Generally, anglers returned reward tags at higher rates than non-reward tags. When this was the case, we used only reward tag returns to determine harvest rates. When non-reward tags were returned at higher rates than reward tags, we combined the two to determine harvest rates.
We computed the harvest rate for each species (and race of chinook) by dividing the respective number of angler-returned tags by the number of fish we effectively tagged.
We made independent harvest rate estimates for grilse and adult salmon.
The assumptions for the numbers of effectively reward- and non-reward-tagged fish released were the same as those for determining the run-size estimate (See "Run-size Estimates", above).
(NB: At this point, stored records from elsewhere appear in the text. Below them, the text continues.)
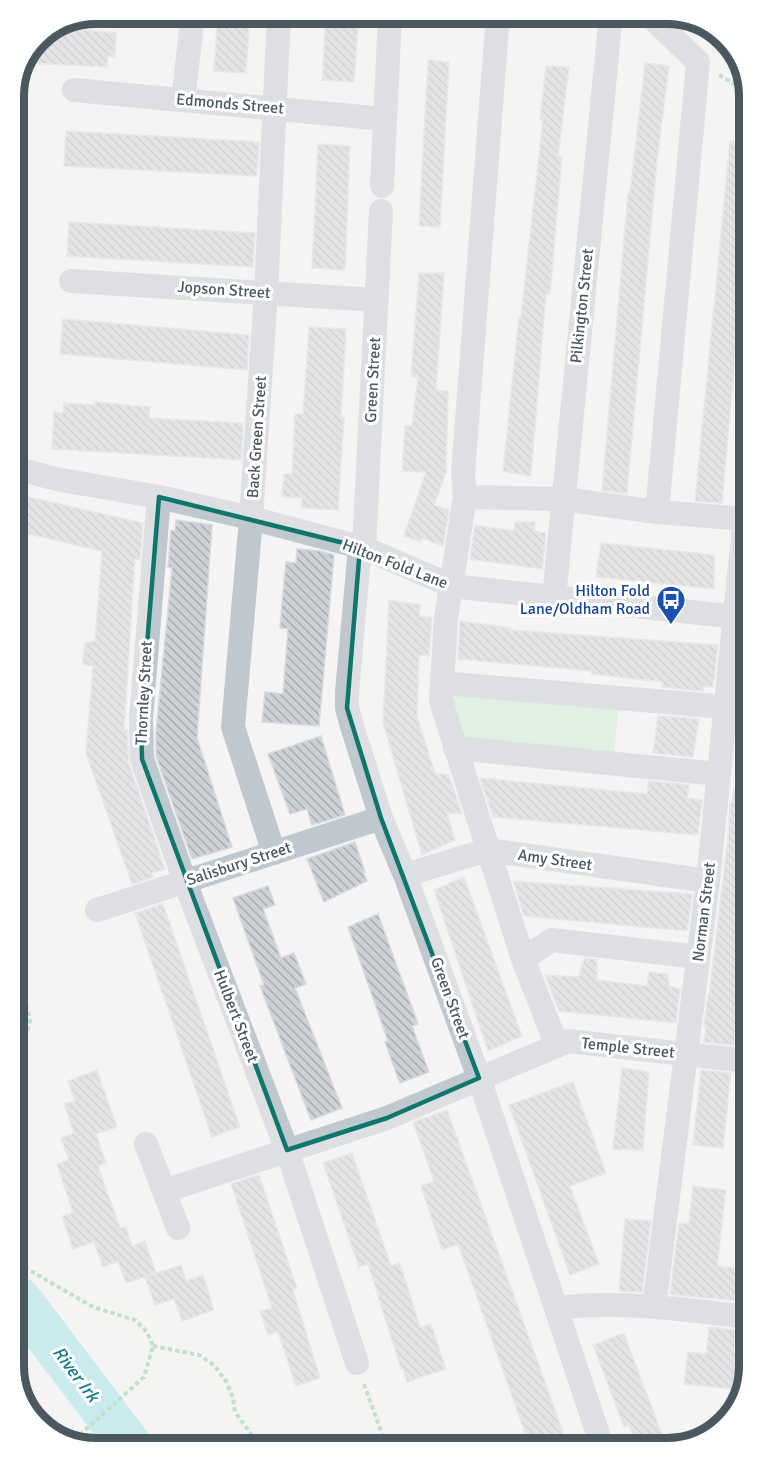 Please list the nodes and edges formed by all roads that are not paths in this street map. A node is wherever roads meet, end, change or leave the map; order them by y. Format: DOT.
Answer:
graph roads {
  1 [pos="192,24"];
  2 [pos="278,24"];
  3 [pos="390,24"];
  4 [pos="497,24"];
  5 [pos="610,24"];
  6 [pos="658,24"];
  7 [pos="74,90"];
  8 [pos="183,100"];
  9 [pos="274,108"];
  10 [pos="385,119"];
  11 [pos="382,186"];
  12 [pos="381,211"];
  13 [pos="71,281"];
  14 [pos="266,293"];
  15 [pos="377,300"];
  16 [pos="24,470"];
  17 [pos="159,497"];
  18 [pos="465,497"];
  19 [pos="563,499"];
  20 [pos="657,512"];
  21 [pos="739,517"];
  22 [pos="251,518"];
  23 [pos="362,548"];
  24 [pos="452,586"];
  25 [pos="554,598"];
  26 [pos="739,618"];
  27 [pos="739,624"];
  28 [pos="442,682"];
  29 [pos="725,707"];
  30 [pos="455,748"];
  31 [pos="719,774"];
  32 [pos="381,818"];
  33 [pos="487,850"];
  34 [pos="274,853"];
  35 [pos="405,875"];
  36 [pos="708,881"];
  37 [pos="185,882"];
  38 [pos="97,910"];
  39 [pos="698,957"];
  40 [pos="523,959"];
  41 [pos="557,1046"];
  42 [pos="685,1054"];
  43 [pos="739,1059"];
  44 [pos="479,1078"];
  45 [pos="146,1144"];
  46 [pos="287,1150"];
  47 [pos="164,1191"];
  48 [pos="178,1228"];
  49 [pos="654,1307"];
  50 [pos="558,1308"];
  51 [pos="739,1316"];
  52 [pos="357,1363"];
  53 [pos="599,1438"];
  1 -- 8 [label="street"];
  2 -- 9 [label="street, Back Green Street"];
  3 -- 10 [label="street"];
  4 -- 18 [label="street"];
  5 -- 19 [label="street, Pilkington Street"];
  6 -- 20 [label="street"];
  7 -- 8 [label="street, Edmonds Street"];
  8 -- 9 [label="street, Edmonds Street"];
  9 -- 10 [label="street, Edmonds Street"];
  9 -- 14 [label="street, Back Green Street"];
  10 -- 11 [label="street"];
  12 -- 15 [label="street, Green Street"];
  13 -- 14 [label="street, Jopson Street"];
  14 -- 15 [label="street, Jopson Street"];
  14 -- 22 [label="street, Back Green Street"];
  15 -- 23 [label="street, Green Street"];
  16 -- 17 [label="street, Hilton Fold Lane"];
  17 -- 22 [label="street, Hilton Fold Lane"];
  17 -- 37 [label="street, Thornley Street"];
  18 -- 19 [label="street"];
  18 -- 24 [label="street"];
  19 -- 20 [label="street"];
  19 -- 25 [label="street, Pilkington Street"];
  20 -- 21 [label="street"];
  22 -- 23 [label="street, Hilton Fold Lane"];
  22 -- 34 [label="street, Back Green Street"];
  23 -- 24 [label="street, Hilton Fold Lane"];
  23 -- 32 [label="street, Green Street"];
  24 -- 25 [label="street, Hilton Fold Lane"];
  24 -- 28 [label="street"];
  25 -- 26 [label="street, Hilton Fold Lane"];
  27 -- 29 [label="street, Norman Street"];
  28 -- 29 [label="street"];
  28 -- 30 [label="street"];
  29 -- 31 [label="street, Norman Street"];
  30 -- 31 [label="street"];
  30 -- 33 [label="street"];
  31 -- 36 [label="street, Norman Street"];
  32 -- 34 [label="street, Salisbury Street"];
  32 -- 35 [label="street, Green Street"];
  33 -- 35 [label="street, Amy Street"];
  33 -- 36 [label="street, Amy Street"];
  33 -- 40 [label="street"];
  34 -- 37 [label="street, Salisbury Street"];
  35 -- 44 [label="street, Green Street"];
  36 -- 39 [label="street, Norman Street"];
  37 -- 38 [label="street, Salisbury Street"];
  37 -- 46 [label="street, Hulbert Street"];
  39 -- 40 [label="street"];
  39 -- 42 [label="street, Norman Street"];
  40 -- 41 [label="street"];
  41 -- 42 [label="street, Temple Street"];
  41 -- 44 [label="street, Temple Street"];
  42 -- 43 [label="street, Temple Street"];
  42 -- 49 [label="street, Norman Street"];
  44 -- 46 [label="street"];
  44 -- 50 [label="street, Green Street"];
  45 -- 47 [label="street"];
  46 -- 47 [label="street"];
  46 -- 52 [label="street, Hulbert Street"];
  47 -- 48 [label="street"];
  49 -- 50 [label="street"];
  49 -- 51 [label="street"];
  50 -- 53 [label="street, Green Street"];
} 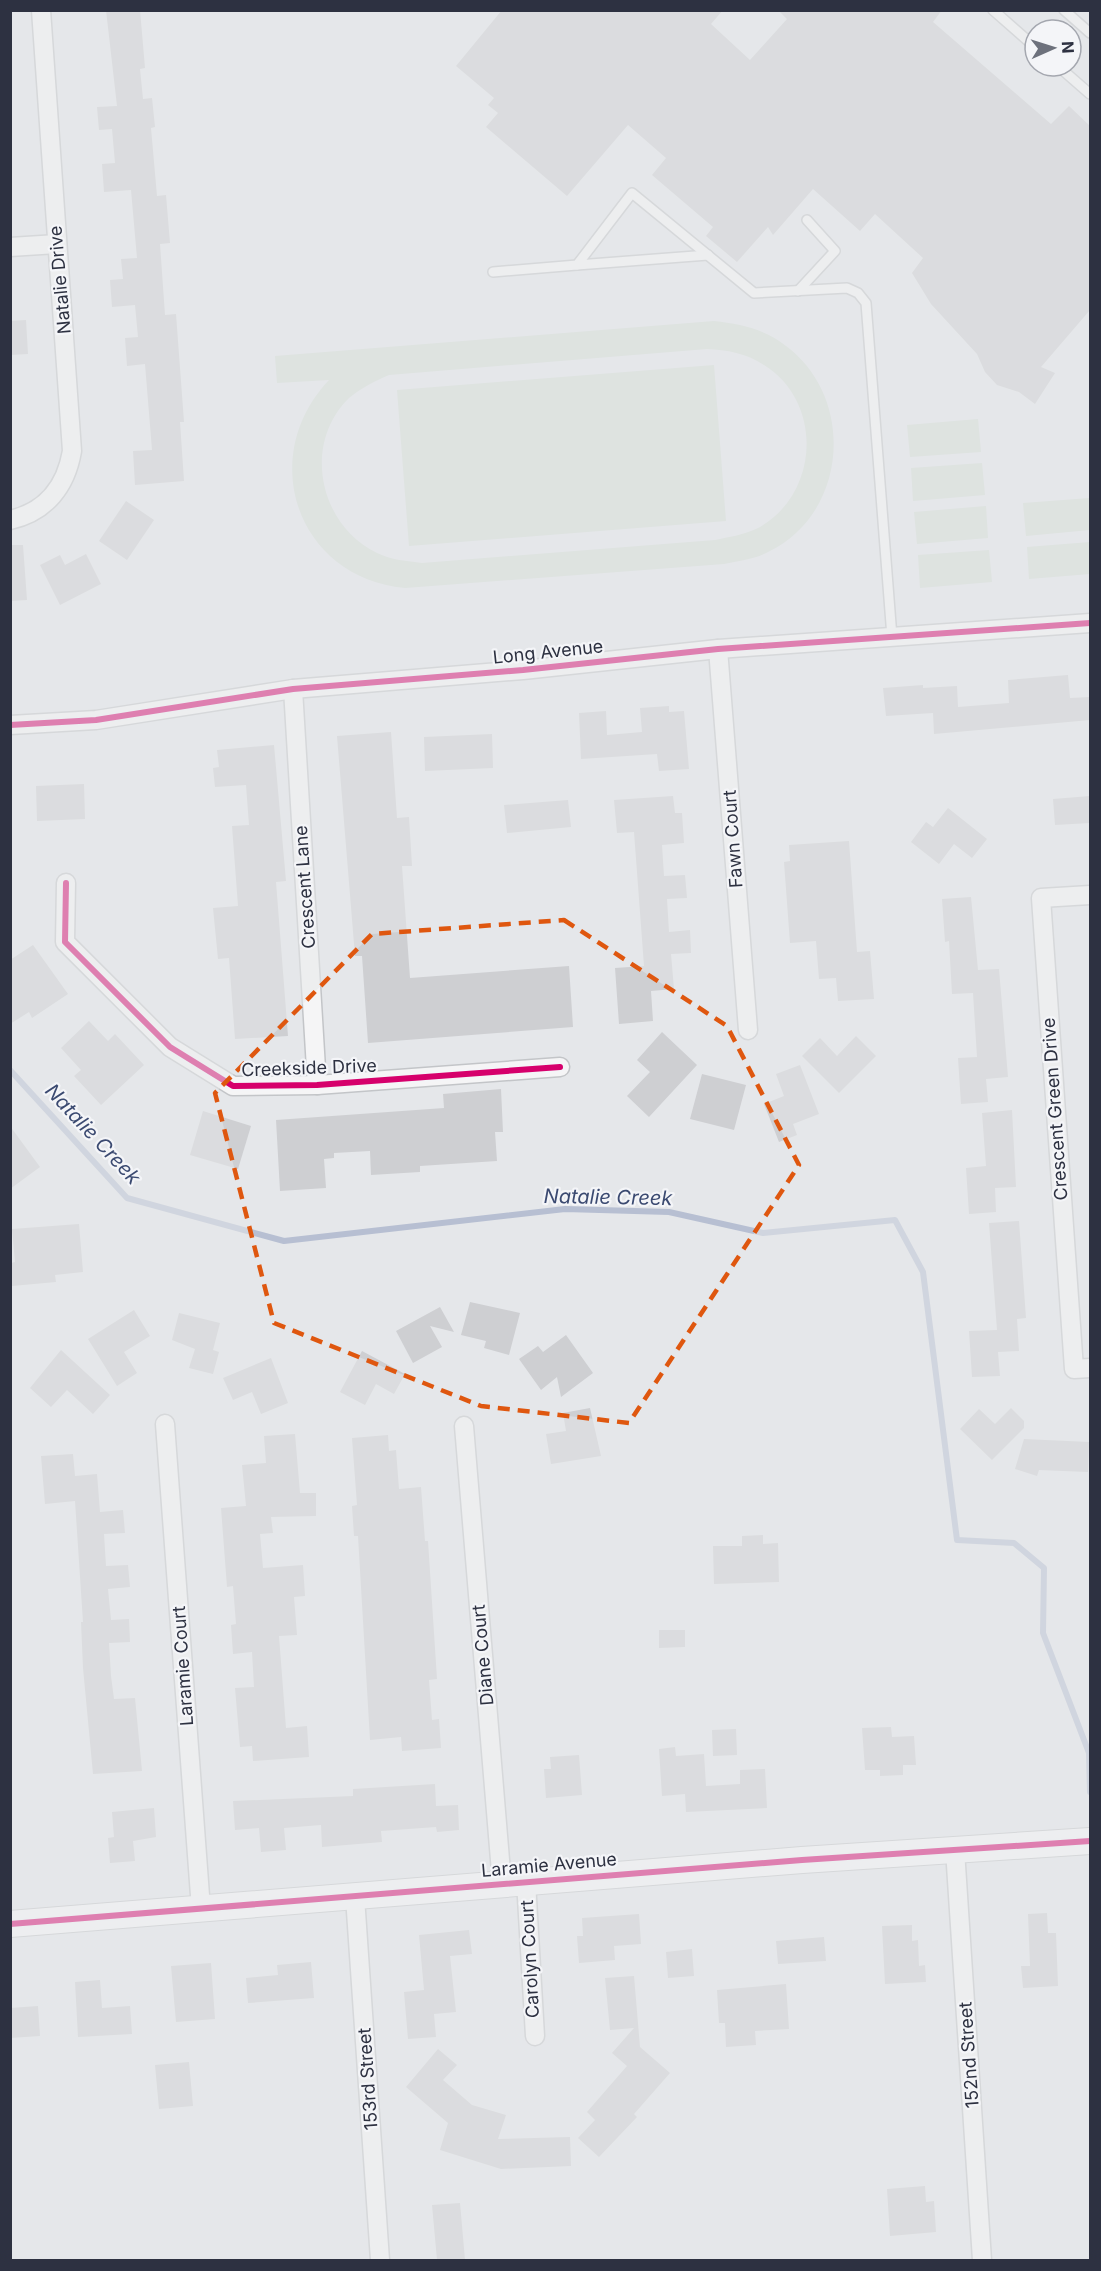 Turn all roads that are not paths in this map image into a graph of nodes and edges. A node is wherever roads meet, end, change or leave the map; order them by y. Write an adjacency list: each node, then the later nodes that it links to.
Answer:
1 (41, 10): 9 (street, Natalie Drive)
2 (993, 10): 5 (lane)
3 (1064, 10): 4 (lane)
4 (1090, 33)
5 (1023, 36)
6 (1072, 78): 7 (lane)
7 (1090, 94)
8 (807, 220): 14 (lane)
9 (57, 244): 10 (street); 15 (street, Natalie Drive)
10 (10, 247)
11 (708, 255): 12 (lane); 12 (lane); 14 (lane)
12 (577, 265): 13 (lane)
13 (493, 272)
14 (798, 291): 17 (lane)
15 (10, 520)
16 (1090, 623): 17 (street, Long Avenue)
17 (892, 637): 18 (street, Long Avenue)
18 (718, 648): 19 (street, Long Avenue); 23 (street, Fawn Court)
19 (293, 688): 20 (street, Long Avenue); 25 (street, Crescent Lane)
20 (10, 725)
21 (66, 883): 25 (street, Creekside Drive)
22 (1090, 896): 26 (street, Crescent Green Drive)
23 (748, 1030)
24 (560, 1067): 25 (street, Creekside Drive)
25 (317, 1085)
26 (1082, 1368)
27 (165, 1424): 33 (street, Laramie Court)
28 (464, 1426): 31 (street, Diane Court)
29 (1085, 1841): 30 (street, Laramie Avenue)
30 (955, 1850): 31 (street, Laramie Avenue); 37 (street, 152nd Street)
31 (514, 1883): 32 (street, Laramie Avenue); 35 (street, Carolyn Court)
32 (355, 1898): 33 (street, Laramie Avenue); 36 (street, 153rd Street)
33 (201, 1909): 34 (street, Laramie Avenue)
34 (10, 1924)
35 (535, 2036)
36 (380, 2260)
37 (982, 2260)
We estimated the numbers of fish harvested upstream of each weir by multiplying the harvest rate (for each species and race) by the respective run-size upstream of each weir.
The mean FLs of samples were compared statistically using a Student's t-test with the assumption of unequal variances (Dixon and Massey 1969). We did not conduct comparisons for sample sizes <20 fish and differences in such cases were not considered statistically different. We analyzed the percentages or ratios of adults and grilse, marked and unmarked fish, and the angler return of non-reward and reward tags in samples by Chi-square. A continuity correction (Yates correction) was used for contingency tables of one degree of freedom (Dixon and Massey 1969).
Weekly sampling data collected by Project personnel at the weirs are presented in Julian week (JW) format. Each JW is defined as one of a consecutive set of 52 weekly periods, beginning 1 January, regardless of the day of the week on which 1 January falls. The extra day in leap years is included in the ninth week (Appendix 1). This procedure allows inter-annual comparisons of identical weekly periods.